What is time? What does it mean for time to pass? Is it possible to travel in time? What is the difference between the past and the future? Until the work of Newton, these questions were purely topics of philosophical speculation. Since then we've learned a great deal about time, and its study has moved from a subject of philosophical reflection to instead became part of the subject matter of physics.
This Very Short Introduction introduces readers to the current physical understanding of the direction of time, from the Second Law of Thermodynamics to the emergence of complexity and life. Jenann Ismael charts the line of development in physical theory from Newton, via Einstein's Theory of Relativity, to the current day. Einstein's innovations led to a vision of time very different from the familiar time of everyday sense. In this new vision, time is one of the dimensions in which the universe is extended alongside the spatial dimensions. The universe appears as a static block of events, in which there is no more a difference between past and future than there is between east and west. Discussing the controversy and philosophical confusion which surrounded the reception of this new vision, Ismael also covers the contemporary mixture of statistical mechanics, cognitive science, and phenomenology that point the way to reconciling the familiar time of everyday sense with the vision of time presented in Einstein's theories.

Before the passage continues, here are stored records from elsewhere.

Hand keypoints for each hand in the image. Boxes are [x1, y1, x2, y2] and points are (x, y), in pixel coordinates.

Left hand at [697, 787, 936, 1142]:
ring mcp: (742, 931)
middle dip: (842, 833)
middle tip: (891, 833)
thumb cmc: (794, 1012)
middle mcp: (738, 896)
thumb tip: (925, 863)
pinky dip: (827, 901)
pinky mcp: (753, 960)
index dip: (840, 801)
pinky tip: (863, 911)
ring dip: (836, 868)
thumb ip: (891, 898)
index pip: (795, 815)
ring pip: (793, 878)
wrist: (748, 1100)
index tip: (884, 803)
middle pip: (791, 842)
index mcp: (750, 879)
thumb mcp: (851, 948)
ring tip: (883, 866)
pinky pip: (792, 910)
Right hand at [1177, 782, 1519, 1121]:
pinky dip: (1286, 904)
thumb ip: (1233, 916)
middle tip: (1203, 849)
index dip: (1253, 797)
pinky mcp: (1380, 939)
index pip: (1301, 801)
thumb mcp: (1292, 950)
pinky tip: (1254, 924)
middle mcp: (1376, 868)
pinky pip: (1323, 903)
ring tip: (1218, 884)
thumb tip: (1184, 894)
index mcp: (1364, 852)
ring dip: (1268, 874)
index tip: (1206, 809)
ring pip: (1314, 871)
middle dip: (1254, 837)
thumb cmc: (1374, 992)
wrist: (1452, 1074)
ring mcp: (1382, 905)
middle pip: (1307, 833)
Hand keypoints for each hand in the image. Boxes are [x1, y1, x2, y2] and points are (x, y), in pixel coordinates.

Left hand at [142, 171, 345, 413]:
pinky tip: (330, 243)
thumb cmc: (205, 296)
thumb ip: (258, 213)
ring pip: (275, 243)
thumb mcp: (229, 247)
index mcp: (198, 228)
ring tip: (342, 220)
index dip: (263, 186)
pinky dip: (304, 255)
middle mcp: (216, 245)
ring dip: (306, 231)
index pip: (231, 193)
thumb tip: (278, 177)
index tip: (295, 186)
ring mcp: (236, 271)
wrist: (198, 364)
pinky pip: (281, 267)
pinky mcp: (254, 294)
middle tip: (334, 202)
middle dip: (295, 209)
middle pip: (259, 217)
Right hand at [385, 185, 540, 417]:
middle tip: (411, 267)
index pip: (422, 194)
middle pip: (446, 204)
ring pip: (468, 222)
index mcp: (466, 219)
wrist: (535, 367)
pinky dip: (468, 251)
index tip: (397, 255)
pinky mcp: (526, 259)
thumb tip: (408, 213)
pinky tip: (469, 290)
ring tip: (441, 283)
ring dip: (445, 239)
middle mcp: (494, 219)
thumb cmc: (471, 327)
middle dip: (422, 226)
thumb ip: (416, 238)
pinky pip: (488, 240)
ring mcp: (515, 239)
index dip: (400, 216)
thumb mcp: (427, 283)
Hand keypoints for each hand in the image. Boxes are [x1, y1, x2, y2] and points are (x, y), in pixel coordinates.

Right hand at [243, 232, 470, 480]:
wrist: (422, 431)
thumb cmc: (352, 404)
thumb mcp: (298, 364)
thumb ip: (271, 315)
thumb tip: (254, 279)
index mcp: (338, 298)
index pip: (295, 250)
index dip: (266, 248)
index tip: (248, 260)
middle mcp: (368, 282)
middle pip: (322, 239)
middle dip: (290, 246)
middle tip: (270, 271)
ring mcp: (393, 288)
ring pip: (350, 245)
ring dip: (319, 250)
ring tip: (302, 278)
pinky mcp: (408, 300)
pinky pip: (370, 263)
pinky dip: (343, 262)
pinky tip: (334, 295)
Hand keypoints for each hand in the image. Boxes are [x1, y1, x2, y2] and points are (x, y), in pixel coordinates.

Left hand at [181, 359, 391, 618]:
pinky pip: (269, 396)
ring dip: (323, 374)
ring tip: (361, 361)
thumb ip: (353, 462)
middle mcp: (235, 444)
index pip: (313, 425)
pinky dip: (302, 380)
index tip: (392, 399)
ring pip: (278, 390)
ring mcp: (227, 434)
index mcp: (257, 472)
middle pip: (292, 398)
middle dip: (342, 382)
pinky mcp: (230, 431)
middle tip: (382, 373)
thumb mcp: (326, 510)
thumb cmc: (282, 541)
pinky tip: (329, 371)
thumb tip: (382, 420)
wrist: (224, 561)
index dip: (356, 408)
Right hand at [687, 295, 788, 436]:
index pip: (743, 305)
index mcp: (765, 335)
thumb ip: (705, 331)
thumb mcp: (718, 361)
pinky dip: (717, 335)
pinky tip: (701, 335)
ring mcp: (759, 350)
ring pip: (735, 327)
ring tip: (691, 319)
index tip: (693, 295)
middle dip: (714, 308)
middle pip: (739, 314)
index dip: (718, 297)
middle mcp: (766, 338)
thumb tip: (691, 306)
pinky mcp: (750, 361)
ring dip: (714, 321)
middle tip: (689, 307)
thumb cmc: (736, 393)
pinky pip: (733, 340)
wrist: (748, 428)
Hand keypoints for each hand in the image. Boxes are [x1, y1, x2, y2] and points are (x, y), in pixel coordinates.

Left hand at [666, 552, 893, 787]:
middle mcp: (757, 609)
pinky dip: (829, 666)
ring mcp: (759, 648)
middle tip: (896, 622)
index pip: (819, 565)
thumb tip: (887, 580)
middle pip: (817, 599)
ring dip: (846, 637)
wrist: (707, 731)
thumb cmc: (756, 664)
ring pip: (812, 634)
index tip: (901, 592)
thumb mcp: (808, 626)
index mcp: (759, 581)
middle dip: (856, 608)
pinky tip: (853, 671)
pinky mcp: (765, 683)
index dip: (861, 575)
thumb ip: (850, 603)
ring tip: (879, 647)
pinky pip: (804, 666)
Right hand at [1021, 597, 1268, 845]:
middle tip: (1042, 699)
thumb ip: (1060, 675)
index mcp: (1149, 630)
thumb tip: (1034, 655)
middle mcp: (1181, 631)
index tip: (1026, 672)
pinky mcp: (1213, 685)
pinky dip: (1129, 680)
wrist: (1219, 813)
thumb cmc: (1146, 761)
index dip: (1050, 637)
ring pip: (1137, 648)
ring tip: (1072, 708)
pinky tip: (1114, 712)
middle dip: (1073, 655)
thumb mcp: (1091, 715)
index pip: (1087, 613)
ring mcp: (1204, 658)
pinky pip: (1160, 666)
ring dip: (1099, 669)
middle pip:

1. History up through Newton
2. From space and time to space-time. the era of Einstein
3. Philosophical implications of the relativistic conception of time
4. The direction of time
5. The time of human experience
6. The big picture and new horizons
Jenann Ismael is a Professor of Philosophy at Columbia University, an Affiliate of the Zuckerman Institute, and a member of FQXi. She taught at Stanford University and the University of Arizona before coming to Columbia. Ismael has held fellowships at the National Humanities Center, the Center for Advanced Study in Behavioral Sciences at Stanford, and a Queen Elizabeth II fellowship at the Centre for Time in Sydney. Her work has been supported by the Templeton Foundation, the Mellon Foundation, NEH, and the Foundational Questions Institute. She is the author of Essays on Symmetry (2001); The Situated Self (2007); and How Physics Makes Us Free (2016).